Commodity Prices- The most uncertain and volatile variables for our operating cash flow are the prices of the oil, gas and NGLs we produce and sell. Prices are determined primarily by prevailing market conditions. Regional and worldwide economic activity, weather, changes in public policy, including the imposition of tariffs by the U.S. or other countries, and other highly variable factors influence market conditions for these products. These factors, which are difficult to predict, create volatility in prices and are beyond our control.
To mitigate some of the risk inherent in prices, we utilize various derivative financial instruments to protect a portion of our production against downside price risk. The key terms to our oil, gas and NGL derivative financial instruments as of September 30, 2025 are presented in Note 3in "Part I. Financial Information - Item 1. Financial Statements" of this report.

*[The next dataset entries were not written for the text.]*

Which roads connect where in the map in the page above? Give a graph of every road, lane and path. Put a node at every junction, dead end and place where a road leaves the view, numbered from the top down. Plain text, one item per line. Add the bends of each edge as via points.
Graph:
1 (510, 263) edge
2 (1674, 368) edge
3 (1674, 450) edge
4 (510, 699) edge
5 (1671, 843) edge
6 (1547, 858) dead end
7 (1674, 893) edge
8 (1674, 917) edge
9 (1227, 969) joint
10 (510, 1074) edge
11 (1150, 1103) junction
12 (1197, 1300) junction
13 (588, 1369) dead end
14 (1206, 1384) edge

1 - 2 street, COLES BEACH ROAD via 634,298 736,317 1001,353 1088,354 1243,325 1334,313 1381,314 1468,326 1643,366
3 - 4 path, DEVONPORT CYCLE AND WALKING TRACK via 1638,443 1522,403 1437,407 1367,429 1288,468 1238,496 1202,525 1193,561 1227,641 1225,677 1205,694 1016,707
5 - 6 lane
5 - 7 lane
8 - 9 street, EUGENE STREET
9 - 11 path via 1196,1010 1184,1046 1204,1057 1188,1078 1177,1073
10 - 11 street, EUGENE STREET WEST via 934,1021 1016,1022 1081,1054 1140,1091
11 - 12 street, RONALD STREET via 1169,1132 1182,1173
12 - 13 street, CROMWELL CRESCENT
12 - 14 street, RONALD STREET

Further, when considering the current commodity price environment and our current hedge position, we expect to achieve our capital investment priorities. We remain committed to capital discipline and focused on delivering the objectives that underpin our capital plan for 2025. However, if commodity prices decline further, we will adapt our plan by reducing activity in order to maximize free cash flow.
Operating Expenses- Commodity prices can also affect our operating cash flow through an indirect effect on operating expenses. Significant commodity price decreases can lead to a decrease in drilling and development activities. As a result, the demand and cost for people, services, equipment and materials may also decrease, causing a positive impact on our cash flow as the prices paid for services and equipment decline. However, the inverse is also generally true during periods of rising commodity prices.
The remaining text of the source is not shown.